Love has become an integral part of Shed in the past year, assisting in preparing the food, foraging with Ortiz, and helping to care for their 22 acres of land, 15 of which are pasture, plus landrace churro sheep, chickens, and turkeys. Up until last year, there was a white bison, too, named Ia, which in Tiwa means “corn.” Ortiz thinks that one day they’ll have bison again and hopefully a dairy cow. He believes that all of this—keeping animals and maintaining the land— is a way of growing Shed “in quality, not necessarily scale,” with a farm that will one day be “a little larger than myself,” he says. “I want to be connected to each step—to forage and tend animals and farm and make ceramics.” Shed, he emphasizes, is all of it.
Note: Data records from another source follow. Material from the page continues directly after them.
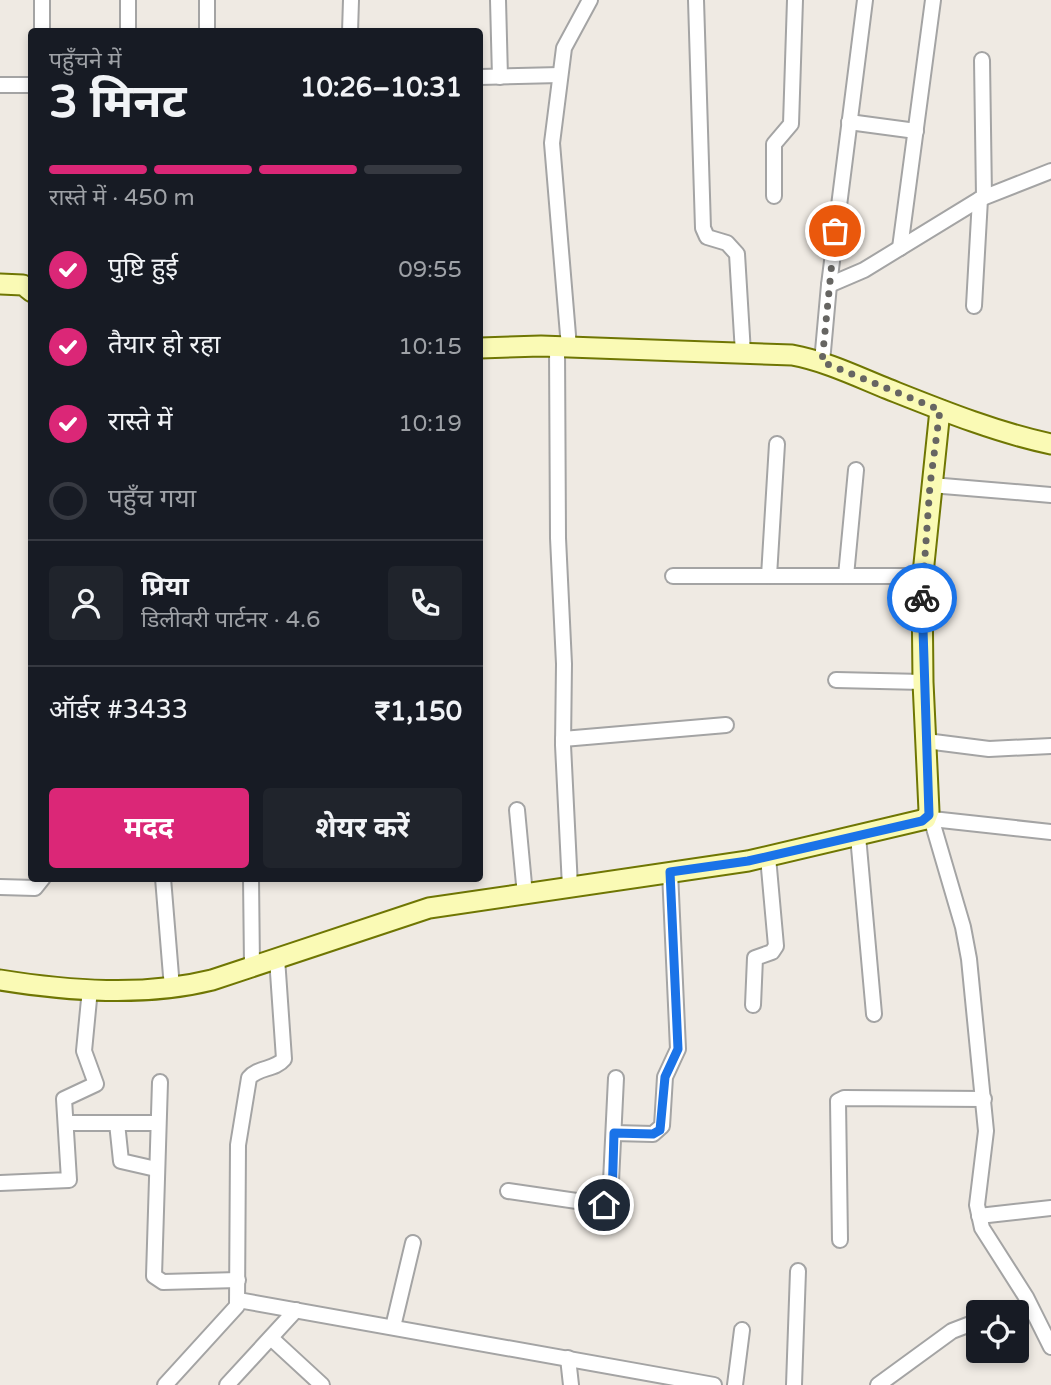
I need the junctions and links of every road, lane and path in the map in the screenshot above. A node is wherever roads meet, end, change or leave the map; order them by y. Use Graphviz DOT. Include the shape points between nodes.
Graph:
graph roads {
  1 [pos="42,0"];
  2 [pos="128,0"];
  3 [pos="206,0"];
  4 [pos="351,0"];
  5 [pos="498,0"];
  6 [pos="590,0"];
  7 [pos="696,0"];
  8 [pos="795,0"];
  9 [pos="865,0"];
  10 [pos="933,0"];
  11 [pos="41,28"];
  12 [pos="128,28"];
  13 [pos="207,28"];
  14 [pos="350,28"];
  15 [pos="982,60"];
  16 [pos="560,75"];
  17 [pos="483,77"];
  18 [pos="500,77"];
  19 [pos="0,85"];
  20 [pos="28,85"];
  21 [pos="849,122"];
  22 [pos="916,131"];
  23 [pos="1051,171"];
  24 [pos="774,196"];
  25 [pos="982,198"];
  26 [pos="900,248"];
  27 [pos="0,284"];
  28 [pos="828,285"];
  29 [pos="28,289"];
  30 [pos="974,306"];
  31 [pos="563,347"];
  32 [pos="483,348"];
  33 [pos="743,353"];
  34 [pos="822,362"];
  35 [pos="940,410"];
  36 [pos="777,444"];
  37 [pos="1051,444"];
  38 [pos="856,470"];
  39 [pos="930,485"];
  40 [pos="1051,495"];
  41 [pos="673,576"];
  42 [pos="769,576"];
  43 [pos="846,576"];
  44 [pos="923,576"];
  45 [pos="836,680"];
  46 [pos="923,682"];
  47 [pos="726,726"];
  48 [pos="563,739"];
  49 [pos="926,741"];
  50 [pos="1051,746"];
  51 [pos="517,810"];
  52 [pos="931,815"];
  53 [pos="1051,832"];
  54 [pos="858,836"];
  55 [pos="768,857"];
  56 [pos="670,872"];
  57 [pos="40,882"];
  58 [pos="163,882"];
  59 [pos="251,882"];
  60 [pos="0,887"];
  61 [pos="570,887"];
  62 [pos="525,895"];
  63 [pos="277,958"];
  64 [pos="252,966"];
  65 [pos="0,980"];
  66 [pos="172,988"];
  67 [pos="90,989"];
  68 [pos="753,1005"];
  69 [pos="874,1014"];
  70 [pos="616,1078"];
  71 [pos="160,1082"];
  72 [pos="984,1099"];
  73 [pos="66,1123"];
  74 [pos="117,1123"];
  75 [pos="158,1123"];
  76 [pos="614,1133"];
  77 [pos="156,1169"];
  78 [pos="0,1183"];
  79 [pos="508,1191"];
  80 [pos="1051,1208"];
  81 [pos="979,1216"];
  82 [pos="840,1240"];
  83 [pos="413,1243"];
  84 [pos="798,1270"];
  85 [pos="238,1280"];
  86 [pos="238,1300"];
  87 [pos="296,1310"];
  88 [pos="1032,1310"];
  89 [pos="1029,1311"];
  90 [pos="966,1326"];
  91 [pos="393,1327"];
  92 [pos="742,1330"];
  93 [pos="271,1338"];
  94 [pos="1051,1347"];
  95 [pos="568,1358"];
  96 [pos="230,1384"];
  97 [pos="165,1385"];
  98 [pos="322,1385"];
  99 [pos="571,1385"];
  100 [pos="714,1385"];
  101 [pos="735,1385"];
  102 [pos="794,1385"];
  103 [pos="878,1385"];
  1 -- 11 [label="street"];
  2 -- 12 [label="street"];
  3 -- 13 [label="street"];
  4 -- 14 [label="street"];
  5 -- 18 [label="street"];
  6 -- 16 [label="street" via="564,48"];
  7 -- 33 [label="street" via="703,228 707,237 727,243 737,254"];
  8 -- 24 [label="street" via="791,124 774,145"];
  9 -- 21 [label="street"];
  10 -- 22 [label="street"];
  15 -- 25 [label="street"];
  16 -- 18 [label="street"];
  16 -- 31 [label="street" via="552,158"];
  17 -- 18 [label="street"];
  19 -- 20 [label="street"];
  21 -- 22 [label="street"];
  21 -- 28 [label="street"];
  22 -- 26 [label="street"];
  23 -- 25 [label="street"];
  25 -- 26 [label="street"];
  25 -- 30 [label="street"];
  26 -- 28 [label="street"];
  27 -- 29 [label="street"];
  28 -- 34 [label="street"];
  31 -- 32 [label="street"];
  31 -- 33 [label="street"];
  31 -- 48 [label="street" via="558,527"];
  33 -- 34 [label="street" via="792,355"];
  34 -- 35 [label="street"];
  35 -- 37 [label="street"];
  35 -- 39 [label="street"];
  36 -- 42 [label="street"];
  38 -- 43 [label="street"];
  39 -- 40 [label="street"];
  39 -- 44 [label="street"];
  41 -- 42 [label="street"];
  42 -- 43 [label="street"];
  43 -- 44 [label="street"];
  44 -- 46 [label="street"];
  45 -- 46 [label="street"];
  46 -- 49 [label="street"];
  47 -- 48 [label="street"];
  48 -- 61 [label="street"];
  49 -- 50 [label="street" via="989,749"];
  49 -- 52 [label="street"];
  51 -- 62 [label="street"];
  52 -- 53 [label="street"];
  52 -- 54 [label="street"];
  52 -- 72 [label="street" via="966,943"];
  54 -- 55 [label="street"];
  54 -- 69 [label="street"];
  55 -- 56 [label="street"];
  55 -- 68 [label="street" via="776,946 755,958"];
  56 -- 61 [label="street"];
  56 -- 76 [label="street" via="678,1049 665,1077 660,1130 653,1134"];
  57 -- 60 [label="street" via="35,888"];
  58 -- 66 [label="street"];
  59 -- 64 [label="street"];
  61 -- 62 [label="street"];
  62 -- 63 [label="street" via="421,910"];
  63 -- 64 [label="street"];
  63 -- 85 [label="street" via="284,1055 279,1064 253,1073 247,1084 238,1145"];
  64 -- 66 [label="street"];
  65 -- 67 [label="street"];
  66 -- 67 [label="street"];
  67 -- 73 [label="street" via="84,1051 96,1084 66,1097"];
  70 -- 76 [label="street"];
  71 -- 75 [label="street"];
  72 -- 81 [label="street" via="986,1144"];
  72 -- 82 [label="street" via="838,1101"];
  73 -- 74 [label="street"];
  73 -- 78 [label="street" via="68,1181"];
  74 -- 75 [label="street"];
  74 -- 77 [label="street" via="121,1161"];
  75 -- 77 [label="street"];
  76 -- 79 [label="street" via="612,1199 608,1204"];
  77 -- 85 [label="street" via="154,1276 163,1282"];
  80 -- 81 [label="street"];
  81 -- 88 [label="street"];
  83 -- 91 [label="street"];
  84 -- 102 [label="street"];
  85 -- 86 [label="street"];
  86 -- 87 [label="street"];
  86 -- 97 [label="street" via="234,1311"];
  87 -- 91 [label="street"];
  87 -- 93 [label="street"];
  88 -- 89 [label="street"];
  88 -- 94 [label="street"];
  90 -- 103 [label="street"];
  91 -- 95 [label="street"];
  92 -- 101 [label="street"];
  93 -- 96 [label="street"];
  93 -- 98 [label="street"];
  95 -- 99 [label="street"];
  95 -- 100 [label="street"];
}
But for all the experience Ortiz garnered in other restaurants making other chefs’ creative visions come to life, he demurs from using the title for himself. “I’m a cook. I don’t say I’m a chef,” he tells me. “I spend the least amount of time in the kitchen.” The dinners “are just the fruiting body of the work—mostly I’m interacting with the landscape and nature.”

Ortiz says that the beauty of Shed lies in the fleeting of the seasonal ingredients he forages.
Above: Ortiz says that the beauty of Shed lies in the fleeting of the seasonal ingredients he forages.

The dishes demonstrate the metaphor: a wafer-thin whole wheat bizcochito seasoned with fennel, covering a ponderosa pine bark ice cream, sprinkled with piñons shelled in a tortilla press and served in a black micaceous clay bowl made from earth he harvested at a “Taos Pueblo spot where my ancestors would’ve dug from.” There’s osha sprinkled on top. The way he’s arranged it, the ice cream is hardly visible beneath the bizcochito. It looks elusive, and finding what’s beneath is like opening a gift—like foraging. Every dish similarly replicates the mystery of foraging, of finding something new but ancient.

“At the other places I worked, it was always about the outcome,” Ortiz says. “The ingredients were less the focus than the idea. Here, the ingredients are the best, and they tell a story about the place. We’re just showing some possibilities—inspiring people to look at their life differently.”  

Story Sidebar

DINNER IS SERVED
Shed will reopen at its newest location in Vallecitos in mid-spring. Though Shed is not a restaurant, tickets for dinners must be purchased in advance. Open dates are posted online at 8 a.m. on the 15th of every month for the following month’s seating. For the new space, Johnny Ortiz will install his grandfather’s old woodstove, because “everything tastes better in a woodstove. It circulates the smoke and permeates the food.”